Quanto a toda esta palhaçada que só desperdiça tempo e dinheiro do qual podia ir bem para África eu só retenho o seguinte:

Nós não somos uma estrela, somos um planeta, no qual vivemos, e nele mesmo rodamos á volta do sol é ele que manda em 90% do nosso clima, não necessitamos de andar a colocar chapeus de sol por causa do sol só porque estamos uns graus mais quentes a natureza tratará disso mesmo existe uma energia exterior a nós que nos dá o calor, do qual necessitamos para todos os dias. Agora, a tua pergunta é porque é que eu comparei a terra a uma estrela, aqui fica a explicação: então para certos cientistas (se o forem) a terra está mais quente devido ao CO2 e alguns loucos até já mandam previsões de que isto é só o começo e poderá não ter retorno devido aos poços de metano que podem rebentar e trazer ainda mais calor ao planeta, ora bem, que eu saiba numa estrela tal como o sol ela está essencialmente dependete do combustivel que conteêm a nivel de subsolo o que tanto pode ser hélio como nitrogénio ou hidrogénio, existe um equilibrio de combustão de tal gás nas estrelas isto é para que elas se mantenham "vivas" necessitam de consumir uma certa quantidade de gás, ora bem, quando se dá um desiquilibrio na quantidade de gás consumido pela estrela a estrela acaba por emitir menos luz e consequentemente menos calor (tal como ocorre no sol) já no contrário quando consemem mais, mais calor emitem e tambem mais luz. Ora bem tal raciocinio paraece estar a aplicar-se na terra posi para alguns cientistas o que está a acontecer é que parece que o planeta está a sofrer com o CO2 a mais, isto é aquele que está a ser queimado, logo tem de se controlar tal emissão pois caso isso não aconteça o planeta poderá esturrar.

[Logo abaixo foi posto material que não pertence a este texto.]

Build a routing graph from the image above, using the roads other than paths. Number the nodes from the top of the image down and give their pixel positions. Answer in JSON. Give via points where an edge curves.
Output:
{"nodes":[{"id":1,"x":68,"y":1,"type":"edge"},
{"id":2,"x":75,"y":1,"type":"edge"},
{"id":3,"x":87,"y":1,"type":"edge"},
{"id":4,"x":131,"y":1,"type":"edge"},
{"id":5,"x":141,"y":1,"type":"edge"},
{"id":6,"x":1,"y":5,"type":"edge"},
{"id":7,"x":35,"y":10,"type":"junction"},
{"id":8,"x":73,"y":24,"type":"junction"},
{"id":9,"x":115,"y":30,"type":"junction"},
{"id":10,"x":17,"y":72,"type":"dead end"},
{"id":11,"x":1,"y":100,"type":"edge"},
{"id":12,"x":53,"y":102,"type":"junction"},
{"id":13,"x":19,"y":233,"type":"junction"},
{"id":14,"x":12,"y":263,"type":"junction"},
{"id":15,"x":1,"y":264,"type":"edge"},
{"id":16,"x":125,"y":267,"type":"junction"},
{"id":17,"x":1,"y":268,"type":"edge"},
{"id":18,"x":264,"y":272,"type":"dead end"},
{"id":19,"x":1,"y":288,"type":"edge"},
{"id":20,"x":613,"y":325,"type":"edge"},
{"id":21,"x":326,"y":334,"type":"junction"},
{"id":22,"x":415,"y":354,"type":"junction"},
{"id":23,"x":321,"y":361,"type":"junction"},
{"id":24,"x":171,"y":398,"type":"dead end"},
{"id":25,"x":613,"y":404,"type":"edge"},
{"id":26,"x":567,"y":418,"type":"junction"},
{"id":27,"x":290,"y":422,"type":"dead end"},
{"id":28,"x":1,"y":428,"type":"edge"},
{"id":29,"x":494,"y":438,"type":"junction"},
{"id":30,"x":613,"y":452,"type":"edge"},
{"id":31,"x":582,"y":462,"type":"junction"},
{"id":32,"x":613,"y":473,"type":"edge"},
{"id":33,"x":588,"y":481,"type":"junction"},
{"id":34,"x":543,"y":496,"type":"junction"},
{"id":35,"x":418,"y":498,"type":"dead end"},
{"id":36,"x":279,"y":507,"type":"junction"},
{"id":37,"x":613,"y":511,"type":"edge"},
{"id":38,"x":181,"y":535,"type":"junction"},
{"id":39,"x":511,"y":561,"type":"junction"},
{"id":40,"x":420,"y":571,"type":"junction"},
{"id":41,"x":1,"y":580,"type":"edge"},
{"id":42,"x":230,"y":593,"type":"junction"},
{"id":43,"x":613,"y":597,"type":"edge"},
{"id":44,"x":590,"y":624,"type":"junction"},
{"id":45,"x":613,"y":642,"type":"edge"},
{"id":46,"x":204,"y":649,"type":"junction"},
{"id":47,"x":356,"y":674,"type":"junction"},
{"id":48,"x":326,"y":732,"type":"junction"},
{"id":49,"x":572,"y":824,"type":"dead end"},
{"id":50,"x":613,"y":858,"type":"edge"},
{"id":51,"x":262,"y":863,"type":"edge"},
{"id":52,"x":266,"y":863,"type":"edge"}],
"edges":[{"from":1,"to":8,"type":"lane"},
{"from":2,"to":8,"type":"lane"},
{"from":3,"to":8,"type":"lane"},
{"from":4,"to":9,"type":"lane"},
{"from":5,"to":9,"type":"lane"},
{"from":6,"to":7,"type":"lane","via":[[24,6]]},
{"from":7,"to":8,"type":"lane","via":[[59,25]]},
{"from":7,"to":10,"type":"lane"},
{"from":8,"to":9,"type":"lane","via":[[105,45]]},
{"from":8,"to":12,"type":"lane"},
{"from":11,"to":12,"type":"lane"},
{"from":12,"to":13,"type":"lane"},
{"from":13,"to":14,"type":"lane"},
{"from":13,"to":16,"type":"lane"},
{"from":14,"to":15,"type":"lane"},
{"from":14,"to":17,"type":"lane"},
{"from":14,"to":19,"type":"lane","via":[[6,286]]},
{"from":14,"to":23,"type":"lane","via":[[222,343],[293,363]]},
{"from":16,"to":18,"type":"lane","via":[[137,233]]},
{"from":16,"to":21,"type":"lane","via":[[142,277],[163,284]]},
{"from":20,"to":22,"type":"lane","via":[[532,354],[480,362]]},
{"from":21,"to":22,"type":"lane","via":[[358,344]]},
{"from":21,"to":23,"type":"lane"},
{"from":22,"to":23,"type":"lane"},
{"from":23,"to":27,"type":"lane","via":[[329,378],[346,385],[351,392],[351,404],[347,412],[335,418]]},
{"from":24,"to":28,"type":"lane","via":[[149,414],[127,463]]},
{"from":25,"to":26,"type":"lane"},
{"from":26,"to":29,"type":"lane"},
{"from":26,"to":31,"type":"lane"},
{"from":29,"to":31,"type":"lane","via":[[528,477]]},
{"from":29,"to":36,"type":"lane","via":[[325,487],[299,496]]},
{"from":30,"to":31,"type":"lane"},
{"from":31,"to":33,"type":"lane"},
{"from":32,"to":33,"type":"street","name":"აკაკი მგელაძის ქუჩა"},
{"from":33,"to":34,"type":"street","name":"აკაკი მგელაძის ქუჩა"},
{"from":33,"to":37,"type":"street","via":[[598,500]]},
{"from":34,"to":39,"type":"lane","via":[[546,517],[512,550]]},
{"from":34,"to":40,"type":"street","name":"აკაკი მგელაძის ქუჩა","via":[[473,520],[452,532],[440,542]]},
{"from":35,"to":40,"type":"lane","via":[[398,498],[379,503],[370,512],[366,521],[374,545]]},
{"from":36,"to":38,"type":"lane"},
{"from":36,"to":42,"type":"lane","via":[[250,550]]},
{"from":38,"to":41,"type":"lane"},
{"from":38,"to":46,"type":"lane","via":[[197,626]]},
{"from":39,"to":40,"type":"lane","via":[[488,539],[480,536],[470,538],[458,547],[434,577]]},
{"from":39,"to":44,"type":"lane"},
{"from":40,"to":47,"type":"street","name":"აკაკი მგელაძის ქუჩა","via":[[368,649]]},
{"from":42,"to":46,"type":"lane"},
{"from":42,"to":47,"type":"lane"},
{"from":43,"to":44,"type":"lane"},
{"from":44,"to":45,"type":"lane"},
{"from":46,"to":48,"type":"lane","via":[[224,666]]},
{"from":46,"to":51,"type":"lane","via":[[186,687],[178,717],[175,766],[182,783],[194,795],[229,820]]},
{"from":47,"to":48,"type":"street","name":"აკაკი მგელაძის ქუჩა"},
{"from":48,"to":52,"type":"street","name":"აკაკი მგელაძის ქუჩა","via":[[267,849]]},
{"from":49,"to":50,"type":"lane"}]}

Agora só uma curiosidade para quem não sabe Marte ainda contem estações do ano mesmo sendo um planeta onde só há pó vermelho...(ou então não, mas isso é outra história)


----------



## Vince (24 Jun 2008 às 21:08)

José M. Sousa disse:


> Acho que já percebi onde quer chegar com o vídeo do Attenborough



Não percebeu não.Só para quem o conhece melhor é que percebeu que foi uma das já habituais gaffes do Mário Barros que deixam qualquer interlocutor confuso e perplexo à procura de uma explicação para o inexplicável. As gaffes às vezes são tão estranhas que acabo sempre com a sensação que não vale a pena perder tempo a discutir o assunto com ele. 
Mas há sempre um ponto positivo, sempre dá para falar do Attenborough. 
Attenborough foi um céptico muitos anos mas em 2006 mudou de opinião, o video do Mário Barros explica resumidamente o porquê da mudança. Mas já agora aqui está o texto que ele escreveu na altura:



> *Climate change is the major challenge facing the world*
> 
> I was sceptical about climate change. I was cautious about crying wolf. I am always cautious about crying wolf. I think conservationists have to be careful in saying things are catastrophic when, in fact, they are less than catastrophic.
> 
> ...


----------



## José M. Sousa (24 Jun 2008 às 21:12)

Mário Barros disse:


> Coisas relativas ao IPCC prefiro ficar na ignorância




Então, se o Mário Barros ignora o IPCC,  ignora a comunidade e os melhores laboratórios científicos neste domínio a nível mundial
Gostava de saber então quais são as suas referências?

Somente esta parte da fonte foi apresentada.